The authors used complex 2P-guided dual whole-cell recordings in human neurons. In combination with detailed reconstructions, these approaches represent the next steps in unravelling the information processing in human circuits.

The computational modelling and cable theory application to the experimentally constrained simulations provides an integrated view of the passive membrane properties of human neurons.

Weaknesses:

Whether the cable properties alone are the main explanation for speeding the electrical signaling in human pyramidal neurons deserves further studies.

Reviewer #3 (Public review):

Summary:

This study indicates that connections across human cortical pyramidal cells have identical latencies despite a larger mean dendritic and axonal length between somas in human cortex. A precise demonstration combining detailed electrophysiology and modeling, indicates that this property is due to faster propagation of signals in proximal human dendrites. This faster propagation is itself due to a slightly thicker dendrite, to a larger capacitive load, and to stronger hyperpolarizing currents. Hence, the biophysical properties of human pyramidal cells are adapted such that they do not compromise information transfer speed.

Strengths:

The manuscript is clear and very detailed. The authors have experimentally verified a large number of aspects that could affect propagation speed and have pinpointed the most important one. This paper provides an excellent comparision of biophysical properties between rat and human pyramidal cells. Thanks to this approach a comprehensive description of the mechanisms underlying the acceleration of propagation in human dendrite is provided.

Weaknesses:

The weaknesses I had identified have been addressed by the authors.

Author response:

 

The following is the authors’ response to the previous reviews.

We are grateful for the positive evaluation of the work and the critical points raised by the reviewers. We thank all reviewers for their excellent comments. We believe that these revisions have significantly improved the quality of our study.

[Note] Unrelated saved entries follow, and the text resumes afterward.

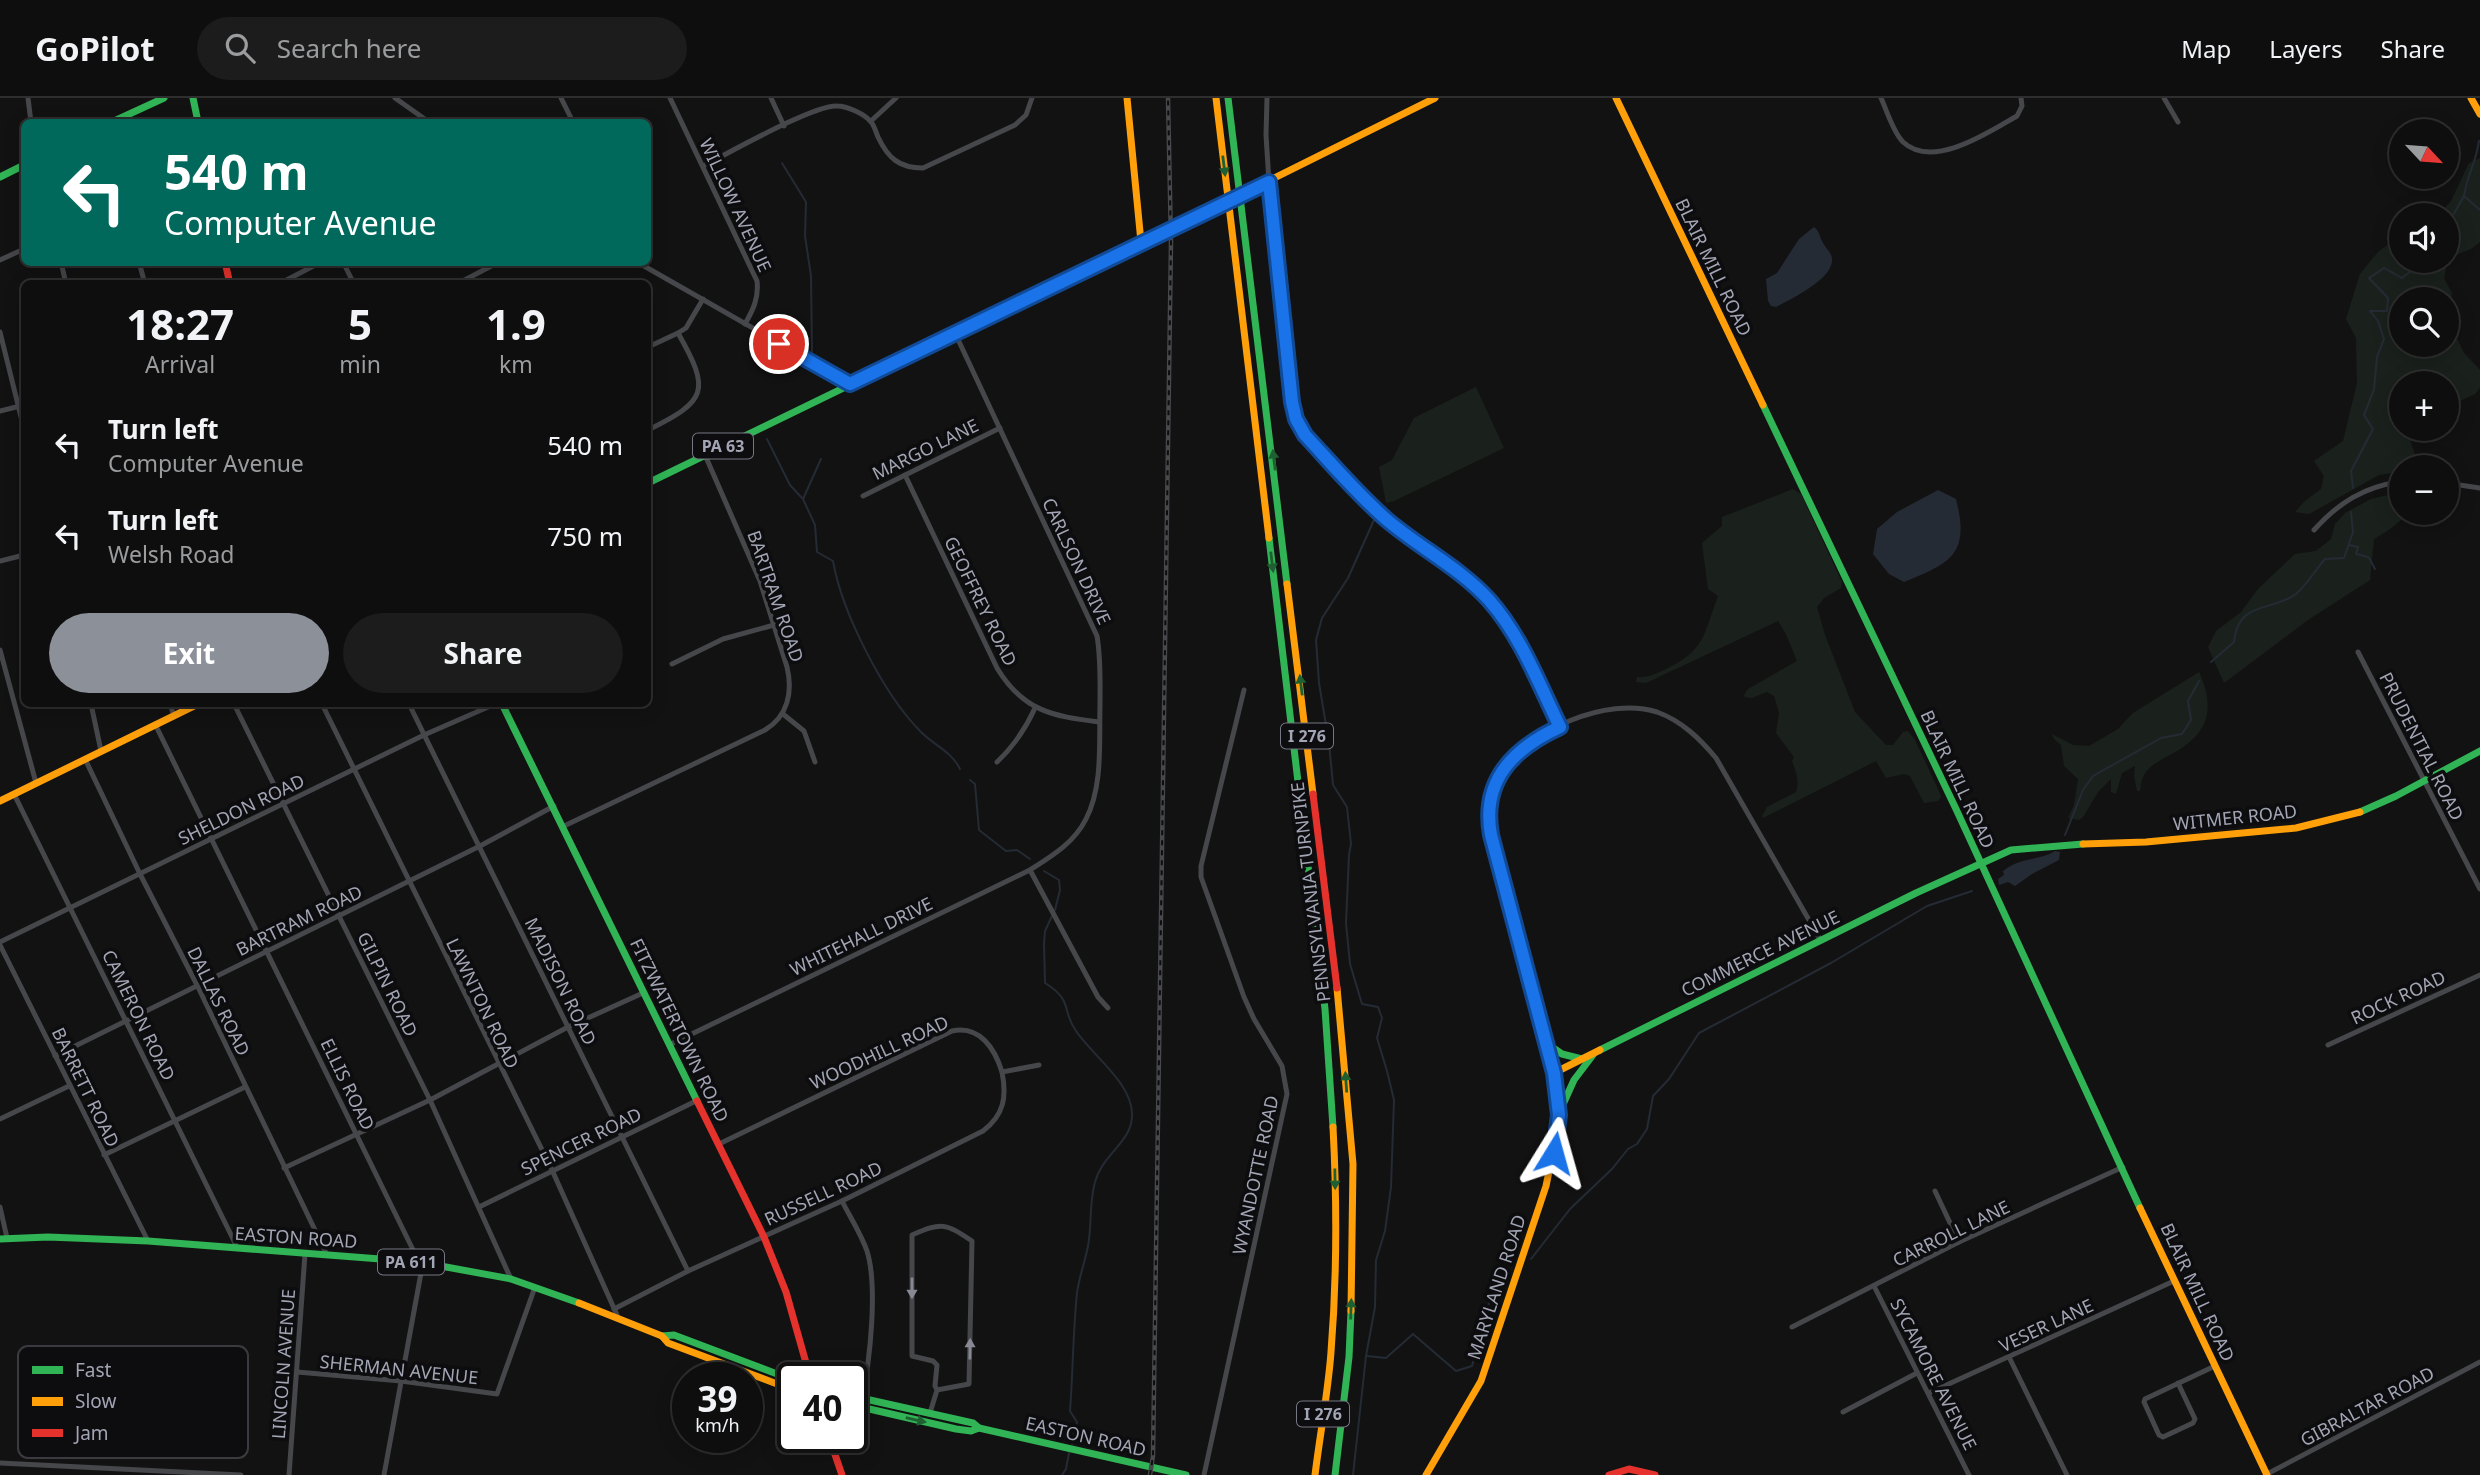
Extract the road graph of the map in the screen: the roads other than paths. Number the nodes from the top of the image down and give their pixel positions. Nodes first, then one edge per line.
1 (28, 98) edge
2 (164, 98) edge
3 (193, 98) edge
4 (395, 98) edge
5 (561, 98) edge
6 (670, 98) edge
7 (771, 98) edge
8 (896, 98) edge
9 (1032, 98) edge
10 (1127, 98) edge
11 (1216, 98) edge
12 (1228, 98) edge
13 (1268, 98) edge
14 (1435, 98) edge
15 (1616, 98) edge
16 (1881, 98) edge
17 (2021, 98) edge
18 (2164, 98) edge
19 (2471, 98) edge
20 (2480, 114) edge
21 (31, 119) edge
22 (118, 119) edge
23 (197, 119) edge
24 (425, 119) edge
25 (572, 119) edge
26 (871, 121) junction
27 (2178, 122) dead end
28 (784, 126) junction
29 (21, 166) edge
30 (703, 166) junction
31 (0, 177) edge
32 (1269, 182) junction
33 (1142, 242) junction
34 (21, 250) edge
35 (0, 260) edge
36 (313, 266) edge
37 (491, 266) edge
38 (642, 266) edge
39 (287, 280) edge
40 (465, 280) edge
41 (703, 299) junction
42 (745, 324) junction
43 (0, 332) edge
44 (678, 333) junction
45 (955, 333) junction
46 (651, 346) edge
47 (850, 384) junction
48 (21, 403) edge
49 (21, 406) edge
50 (0, 411) edge
51 (651, 428) edge
52 (1000, 428) junction
53 (705, 455) junction
54 (905, 475) junction
55 (651, 482) edge
56 (2389, 484) edge
57 (2459, 485) edge
58 (2480, 488) edge
59 (863, 496) dead end
60 (2314, 530) dead end
61 (21, 556) edge
62 (0, 561) edge
63 (774, 625) junction
64 (0, 650) edge
65 (2358, 652) dead end
66 (672, 664) dead end
67 (1244, 690) dead end
68 (92, 707) edge
69 (171, 707) edge
70 (192, 707) edge
71 (235, 707) edge
72 (323, 707) edge
73 (410, 707) edge
74 (488, 707) edge
75 (504, 707) edge
76 (1035, 708) junction
77 (783, 714) junction
78 (174, 716) junction
79 (1099, 722) junction
80 (155, 724) junction
81 (1560, 727) junction
82 (424, 735) junction
83 (101, 751) junction
84 (2480, 751) edge
85 (85, 759) junction
86 (815, 762) dead end
87 (997, 762) dead end
88 (353, 769) junction
89 (2423, 780) junction
90 (36, 783) junction
91 (14, 794) junction
92 (0, 801) edge
93 (282, 804) junction
94 (554, 806) junction
95 (564, 826) junction
96 (211, 839) junction
97 (480, 846) junction
98 (1063, 849) joint
99 (1980, 863) junction
100 (1030, 870) junction
101 (140, 874) junction
102 (408, 882) junction
103 (2480, 889) edge
104 (70, 909) junction
105 (338, 916) junction
106 (1821, 941) junction
107 (0, 944) edge
108 (267, 950) junction
109 (2480, 975) edge
110 (198, 987) junction
111 (643, 993) junction
112 (1108, 1008) dead end
113 (127, 1020) junction
114 (568, 1027) junction
115 (1546, 1043) junction
116 (669, 1045) junction
117 (2328, 1045) dead end
118 (1596, 1052) junction
119 (55, 1056) junction
120 (1583, 1059) junction
121 (498, 1065) junction
122 (1039, 1065) dead end
123 (1002, 1072) junction
124 (1554, 1073) junction
125 (69, 1086) junction
126 (246, 1087) junction
127 (430, 1100) junction
128 (696, 1101) junction
129 (1559, 1115) junction
130 (0, 1119) edge
131 (175, 1121) junction
132 (356, 1134) junction
133 (622, 1137) junction
134 (719, 1144) junction
135 (104, 1155) junction
136 (2123, 1167) junction
137 (284, 1168) junction
138 (552, 1170) junction
139 (1935, 1191) dead end
140 (842, 1201) junction
141 (0, 1207) edge
142 (479, 1207) junction
143 (764, 1237) junction
144 (4, 1238) edge
145 (148, 1241) junction
146 (1959, 1242) junction
147 (237, 1249) junction
148 (305, 1254) junction
149 (327, 1255) junction
150 (419, 1262) junction
151 (688, 1271) junction
152 (512, 1279) junction
153 (2174, 1281) junction
154 (1874, 1286) junction
155 (535, 1287) junction
156 (615, 1312) junction
157 (1792, 1327) dead end
158 (662, 1336) junction
159 (2009, 1357) junction
160 (806, 1362) edge
161 (868, 1362) edge
162 (2480, 1362) edge
163 (2215, 1366) junction
164 (297, 1372) junction
165 (1917, 1373) junction
166 (777, 1374) edge
167 (401, 1381) junction
168 (2178, 1383) junction
169 (777, 1384) edge
170 (937, 1390) junction
171 (1929, 1393) junction
172 (868, 1399) edge
173 (868, 1409) edge
174 (1843, 1412) dead end
175 (930, 1413) junction
176 (979, 1428) junction
177 (834, 1453) edge
178 (0, 1463) edge
179 (241, 1475) edge
180 (289, 1475) edge
181 (384, 1475) edge
182 (842, 1475) edge
183 (1186, 1475) edge
184 (1204, 1475) edge
185 (1315, 1475) edge
186 (1335, 1475) edge
187 (1426, 1475) edge
188 (1609, 1475) edge
189 (1625, 1475) edge
190 (1638, 1475) edge
191 (1655, 1475) edge
192 (1969, 1475) edge
193 (2067, 1475) edge
194 (2267, 1475) edge

1 - 21 street
2 - 22 main road
3 - 23 main road
4 - 24 street
5 - 25 street
6 - 30 street, WILLOW AVENUE
7 - 28 street
8 - 26 street
9 - 26 street
10 - 33 main road
11 -> 185 main road, PENNSYLVANIA TURNPIKE / I 276
186 -> 12 main road, PENNSYLVANIA TURNPIKE / I 276
13 - 32 street
14 - 32 main road, PA 63
15 - 99 main road, BLAIR MILL ROAD
16 - 17 street
18 - 27 street
19 - 20 main road
26 - 28 street
28 - 30 street
29 - 31 main road
30 - 42 street, WILLOW AVENUE
32 - 33 main road, PA 63, bridge
32 - 81 street
33 - 45 main road, PA 63
34 - 35 street
36 - 39 street
37 - 40 street
38 - 41 street
41 - 42 street
41 - 44 street
42 - 47 street
43 - 48 street
44 - 46 street
44 - 51 street
45 - 47 main road, PA 63
45 - 52 street, CARLSON DRIVE
47 - 53 main road, PA 63
49 - 50 street
52 - 54 street, MARGO LANE
52 - 79 street, CARLSON DRIVE
53 - 55 main road, PA 63
53 - 63 street, BARTRAM ROAD
54 - 59 street, MARGO LANE
54 - 76 street, GEOFFREY ROAD
56 - 60 street
57 - 58 street
61 - 62 street
63 - 66 street
63 - 77 street, BARTRAM ROAD
64 - 90 street
65 - 89 street, PRUDENTIAL ROAD
67 - 184 street, WYANDOTTE ROAD
68 - 83 street
69 - 78 street
70 - 78 main road
71 - 93 street, GILPIN ROAD
72 - 88 street, LAWNTON ROAD
73 - 82 street, MADISON ROAD
74 - 82 street, SHELDON ROAD
75 - 94 main road, FITZWATERTOWN ROAD
76 - 79 street, GEOFFREY ROAD
76 - 87 street
77 - 86 street
77 - 95 street
78 - 80 main road
79 - 98 street, CARLSON DRIVE
80 - 83 main road
80 - 96 street, ELLIS ROAD
81 - 106 street, MARYLAND ROAD
81 - 115 street, MARYLAND ROAD
82 - 88 street, SHELDON ROAD
82 - 97 street, MADISON ROAD
83 - 85 main road
84 - 89 main road, WITMER ROAD
85 - 90 main road
85 - 101 street, DALLAS ROAD
88 - 93 street, SHELDON ROAD
88 - 102 street, LAWNTON ROAD
89 - 99 main road, WITMER ROAD
89 - 103 street, PRUDENTIAL ROAD
90 - 91 main road
91 - 92 main road
91 - 104 street, CAMERON ROAD
93 - 96 street, SHELDON ROAD
93 - 105 street, GILPIN ROAD
94 - 95 main road, FITZWATERTOWN ROAD
94 - 97 street, BARTRAM ROAD
95 - 111 main road, FITZWATERTOWN ROAD
96 - 101 street, SHELDON ROAD
96 - 108 street, ELLIS ROAD
97 - 102 street, BARTRAM ROAD
97 - 114 street, MADISON ROAD
98 - 100 street, WHITEHALL DRIVE
99 - 106 main road, COMMERCE AVENUE
99 - 136 main road, BLAIR MILL ROAD
100 - 112 street
100 - 116 street, WHITEHALL DRIVE
101 - 104 street, SHELDON ROAD
101 - 110 street, DALLAS ROAD
102 - 105 street, BARTRAM ROAD
102 - 121 street, LAWNTON ROAD
104 - 107 street, SHELDON ROAD
104 - 113 street, CAMERON ROAD
105 - 108 street, BARTRAM ROAD
105 - 127 street, GILPIN ROAD
106 - 118 main road, COMMERCE AVENUE
107 - 119 street, BARRETT ROAD
108 - 110 street, BARTRAM ROAD
108 - 132 street, ELLIS ROAD
109 - 117 street, ROCK ROAD
110 - 113 street, BARTRAM ROAD
110 - 126 street, DALLAS ROAD
111 - 114 street
111 - 116 main road, FITZWATERTOWN ROAD
113 - 119 street, BARTRAM ROAD
113 - 131 street, CAMERON ROAD
114 - 121 street
114 - 133 street, MADISON ROAD
115 - 120 main road
115 - 124 street, MARYLAND ROAD
116 - 128 main road, FITZWATERTOWN ROAD
118 - 120 main road, COMMERCE AVENUE
118 - 129 main road
119 - 125 street, BARRETT ROAD
120 - 124 main road, COMMERCE AVENUE
121 - 127 street
121 - 138 street, LAWNTON ROAD
122 - 123 street
123 - 134 street, WOODHILL ROAD
123 - 140 street, RUSSELL ROAD
124 - 129 main road, MARYLAND ROAD
125 - 130 street
125 - 135 street, BARRETT ROAD
126 - 131 street
126 - 137 street, DALLAS ROAD
127 - 132 street
127 - 142 street, GILPIN ROAD
128 - 133 street, SPENCER ROAD
128 - 134 main road, FITZWATERTOWN ROAD
129 - 187 main road, MARYLAND ROAD
131 - 135 street
131 - 147 street, CAMERON ROAD
132 - 137 street
132 - 150 street, ELLIS ROAD
133 - 138 street, SPENCER ROAD
133 - 151 street, MADISON ROAD
134 - 143 main road, FITZWATERTOWN ROAD
135 - 145 street, BARRETT ROAD
136 - 146 street, CARROLL LANE
136 - 153 main road, BLAIR MILL ROAD
137 - 149 street, DALLAS ROAD
138 - 142 street, SPENCER ROAD
138 - 156 street, LAWNTON ROAD
139 - 146 street
140 - 143 street, RUSSELL ROAD
140 - 161 street
141 - 144 street
142 - 152 street, GILPIN ROAD
143 - 151 street, RUSSELL ROAD
143 - 160 main road, FITZWATERTOWN ROAD
144 - 145 main road, EASTON ROAD / PA 611
145 - 147 main road, EASTON ROAD / PA 611
146 - 154 street, CARROLL LANE
147 - 148 main road, EASTON ROAD / PA 611
148 - 149 main road, EASTON ROAD / PA 611
148 - 164 street, LINCOLN AVENUE
149 - 150 main road, EASTON ROAD / PA 611
150 - 152 main road, EASTON ROAD / PA 611
150 - 167 street
151 - 156 street, RUSSELL ROAD
152 - 155 main road, EASTON ROAD / PA 611
153 - 159 street, VESER LANE
153 - 163 main road, BLAIR MILL ROAD
154 - 157 street, CARROLL LANE
154 - 165 street, SYCAMORE AVENUE
155 - 156 main road, EASTON ROAD / PA 611
155 - 167 street, SHERMAN AVENUE
156 - 158 main road, EASTON ROAD / PA 611
158 - 166 main road, EASTON ROAD / PA 611
158 - 169 main road, EASTON ROAD / PA 611
159 - 171 street, VESER LANE
159 - 193 street
162 - 194 street, GIBRALTAR ROAD
163 - 168 street
163 - 194 main road, BLAIR MILL ROAD
164 - 167 street, SHERMAN AVENUE
164 - 180 street, LINCOLN AVENUE
165 - 171 street, SYCAMORE AVENUE
165 - 174 street
167 - 181 street
168 - 168 street
170 -> 170 street
170 - 175 street
171 - 192 street, SYCAMORE AVENUE
172 - 175 main road, EASTON ROAD
173 -> 176 main road, EASTON ROAD
175 - 176 main road, EASTON ROAD
176 - 183 main road, EASTON ROAD
177 - 182 main road
178 - 179 street
188 - 191 main road
189 - 190 main road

In response to the 2nd reviewer, we apologise for the missing data, we failed to provide a P-value of the RM ANOVA post-hoc test, we are very grateful that this was brought to our attention. We have revised the RM ANOVA by using the Tukey HSD post-hoc test, which is generally recommended for pairwise comparisons as it is more robust to unequal sample sizes. The controversial statistical analysis of the overall comparison of speed differences was deleted, as were three supplementary figures (Fig. S4, Fig. S9 and S10), which are less informative in support of the manuscript.